We found that most of m6A regulators including METTL14, WTAP, KIAA1429, RBM15, ZC3H13, YTHDC1, YTHDF1, YTHDF2, HNRNPC, and FTO were dysregulated in breast cancer than normal tissues. METTL14 displayed a strong correlation to YTHDC1 and YTHDC2 while YTHDC1 was strongly correlated to YTHDF1 and moderately correlated to HNRNPC. Among them, m6A reader YTHDF1 aberration is correlated to undesirable survival outcomes in breast cancer subjects, which exhibited the consistency with the research from Anita et al. (20). The carcinogenic roles of YTHDF1 have been confirmed in previous research. For example, Liu et al. (21) reported that YTHDF1 facilitated ovarian carcinoma progress through controlling EIF3C translation. Bai et al. (22) reported that YTHDF1 accelerated tumorigenicity in colorectal carcinoma. Shi et al. (23) found that YTHDF1 correlated to hypoxia adaptation may contribute to non-small cell lung cancer development. Pi et al. (24) also demonstrated that YTHDF1 promoted gastric carcinogenesis through elevating translation of FZD7. Our pan-cancer analysis revealed that YTHDF1 was up-regulated in most types of cancer. Thus, YTHDF1 could be an oncogene. Our experiments confirmed that silencing YTHDF1 suppressed migrated and invasive capacities of breast cancer cells. The GSEA results demonstrated that high YTHDF1 expression was distinctly correlated to cell cycle, ERBB signaling pathway, oocyte meiosis, pathways in cancer, spliceosome, ubiquitin mediated proteolysis, and WNT signaling pathway. Meanwhile, ribosome was significantly enriched in low YTHDF1 expression group. It has been reported that YTHDF1 could regulate cell cycle progression in hepatocellular carcinoma (25). Recent research has reported that YTHDF1 mediates Wnt pathway activation in intestinal stemness (26). These findings were indicative that YTHDF1 up-regulation could participate in carcinogenesis.
Tumor immune microenvironment affects initiation as well as progress in breast cancer (27). Tumor-infiltrating immune cells are correlated to survival outcomes. Here, we found that YTHDF1 expression was distinctly related to T cells CD4 memory activated, macrophages M1, NK cells activated, and monocytes in breast cancer tissues. Vaccines against dendritic cells have exhibited prolonged survival time in breast cancer patients (28). Tumor-associated macrophages may modulate the efficacy of anti-PD-1/PD-L1 therapy in breast cancer (29). Our data were indicative that YTHDF1 might modulate the immune microenvironment of breast cancer, thereby, affecting tumor progression as well as immunotherapy efficacy. For immunotherapy, the higher the TMB of cancer cells, the increased new antigens may be produced. The higher the immunogenicity of the antigen, the stronger the T cell response, and anti-tumor response, which is more suitable for immunotherapy. Immune-checkpoint inhibitors (ICIs) are novel therapeutic strategies against breast cancer. Nevertheless, only some subjects respond to PD-1 or PD-L1 therapy. As widely accepted, breast cancer patients with high TMB can benefit from immunotherapy (30). Here, we found that TMB score was significantly higher in high YTHDF1 expression group compared to its low expression group, indicating that subjects with high YTHDF1 expression were more likely to benefit from immunotherapy.

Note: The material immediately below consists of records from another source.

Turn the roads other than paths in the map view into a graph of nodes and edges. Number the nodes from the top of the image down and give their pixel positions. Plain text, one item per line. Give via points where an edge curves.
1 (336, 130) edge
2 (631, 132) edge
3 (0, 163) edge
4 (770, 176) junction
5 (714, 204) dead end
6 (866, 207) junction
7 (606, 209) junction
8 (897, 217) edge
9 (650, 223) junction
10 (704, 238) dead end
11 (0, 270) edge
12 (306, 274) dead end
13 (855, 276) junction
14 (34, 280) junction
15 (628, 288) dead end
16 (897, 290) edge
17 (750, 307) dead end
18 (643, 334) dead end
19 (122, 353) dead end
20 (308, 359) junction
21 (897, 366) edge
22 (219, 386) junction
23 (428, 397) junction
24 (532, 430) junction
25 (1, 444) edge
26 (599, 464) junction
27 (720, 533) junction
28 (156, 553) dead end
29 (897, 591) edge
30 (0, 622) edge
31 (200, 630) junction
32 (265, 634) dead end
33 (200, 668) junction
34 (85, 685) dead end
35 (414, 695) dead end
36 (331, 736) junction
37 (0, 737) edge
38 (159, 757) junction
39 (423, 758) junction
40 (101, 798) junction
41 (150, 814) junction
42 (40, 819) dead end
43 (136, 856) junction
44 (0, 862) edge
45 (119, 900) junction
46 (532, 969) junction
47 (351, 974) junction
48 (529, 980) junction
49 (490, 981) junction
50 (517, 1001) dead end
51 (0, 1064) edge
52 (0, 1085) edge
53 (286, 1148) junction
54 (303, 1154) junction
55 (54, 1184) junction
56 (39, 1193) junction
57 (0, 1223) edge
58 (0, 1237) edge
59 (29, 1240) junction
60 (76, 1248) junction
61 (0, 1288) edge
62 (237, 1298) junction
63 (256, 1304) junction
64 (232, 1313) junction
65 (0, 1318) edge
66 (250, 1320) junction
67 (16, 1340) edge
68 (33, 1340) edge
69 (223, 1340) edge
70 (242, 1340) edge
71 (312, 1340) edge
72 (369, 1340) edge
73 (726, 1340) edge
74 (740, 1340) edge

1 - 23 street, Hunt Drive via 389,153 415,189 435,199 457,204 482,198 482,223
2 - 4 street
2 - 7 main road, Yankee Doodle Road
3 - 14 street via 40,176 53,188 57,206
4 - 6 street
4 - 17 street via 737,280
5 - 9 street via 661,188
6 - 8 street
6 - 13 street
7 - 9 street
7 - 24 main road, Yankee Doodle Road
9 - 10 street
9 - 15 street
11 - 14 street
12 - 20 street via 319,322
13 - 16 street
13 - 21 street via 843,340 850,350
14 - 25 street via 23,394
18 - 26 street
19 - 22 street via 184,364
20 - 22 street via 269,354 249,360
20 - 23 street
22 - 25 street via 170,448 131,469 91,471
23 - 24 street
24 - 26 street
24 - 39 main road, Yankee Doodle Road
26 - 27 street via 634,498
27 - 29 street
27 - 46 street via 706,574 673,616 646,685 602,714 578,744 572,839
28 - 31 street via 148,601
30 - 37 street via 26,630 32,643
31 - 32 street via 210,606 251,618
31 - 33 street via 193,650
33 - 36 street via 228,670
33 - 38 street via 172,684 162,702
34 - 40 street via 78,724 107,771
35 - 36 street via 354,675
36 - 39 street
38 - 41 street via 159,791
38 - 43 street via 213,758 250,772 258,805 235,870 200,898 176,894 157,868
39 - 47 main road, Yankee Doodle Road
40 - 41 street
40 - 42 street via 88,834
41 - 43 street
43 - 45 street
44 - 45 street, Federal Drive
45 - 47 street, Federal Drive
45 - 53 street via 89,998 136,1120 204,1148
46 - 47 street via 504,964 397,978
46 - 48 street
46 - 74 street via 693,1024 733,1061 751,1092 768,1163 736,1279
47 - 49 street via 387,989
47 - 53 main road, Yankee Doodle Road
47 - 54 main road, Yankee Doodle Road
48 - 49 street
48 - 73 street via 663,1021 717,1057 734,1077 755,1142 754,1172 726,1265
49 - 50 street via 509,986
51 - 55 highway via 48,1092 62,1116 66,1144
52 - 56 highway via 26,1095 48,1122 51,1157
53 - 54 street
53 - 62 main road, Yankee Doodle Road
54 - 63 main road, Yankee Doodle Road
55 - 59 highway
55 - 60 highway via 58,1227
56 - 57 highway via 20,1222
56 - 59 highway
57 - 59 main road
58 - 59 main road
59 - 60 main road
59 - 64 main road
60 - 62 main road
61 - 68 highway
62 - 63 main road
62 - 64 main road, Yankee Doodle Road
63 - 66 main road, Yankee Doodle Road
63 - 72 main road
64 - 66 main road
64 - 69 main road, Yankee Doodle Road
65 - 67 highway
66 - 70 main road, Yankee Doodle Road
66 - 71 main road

The occurrence of tumors is the result of the accumulation of somatic mutations (31). In fact, there are basically non-synonymous mutations in the development of tumors. Because the mutation will increase immunogenicity, but in order to avoid being detected and eliminated by the immune system, tumors often increase immune checkpoints (32). The driver gene mutations can lead to tumors, so that a large number of somatic mutations can produce new antigens, which can activate CD8+ cytotoxic T cells, thereby, exerting T cell-mediated anti-tumor effects (33). Therefore, when the number of gene mutations accumulates, more new antigens will be produced, which will be more likely to be recognized by the immune system. Among the 986 breast cancer patients, 26.37% samples in high YTHDF1 expression group and 44.62% samples in low expression group occurred genetic mutations, indicating that the frequency of mutations in breast cancer patients was very high. Among them, missense mutation and non-sense mutation were most frequently. Both in high and low expression of YTHDF1 groups, the five most common mutant genes were TP53, PIK3CA, TTN, CDH1, and GATA3, indicating that these mutated genes contributed to the progression of breast cancer.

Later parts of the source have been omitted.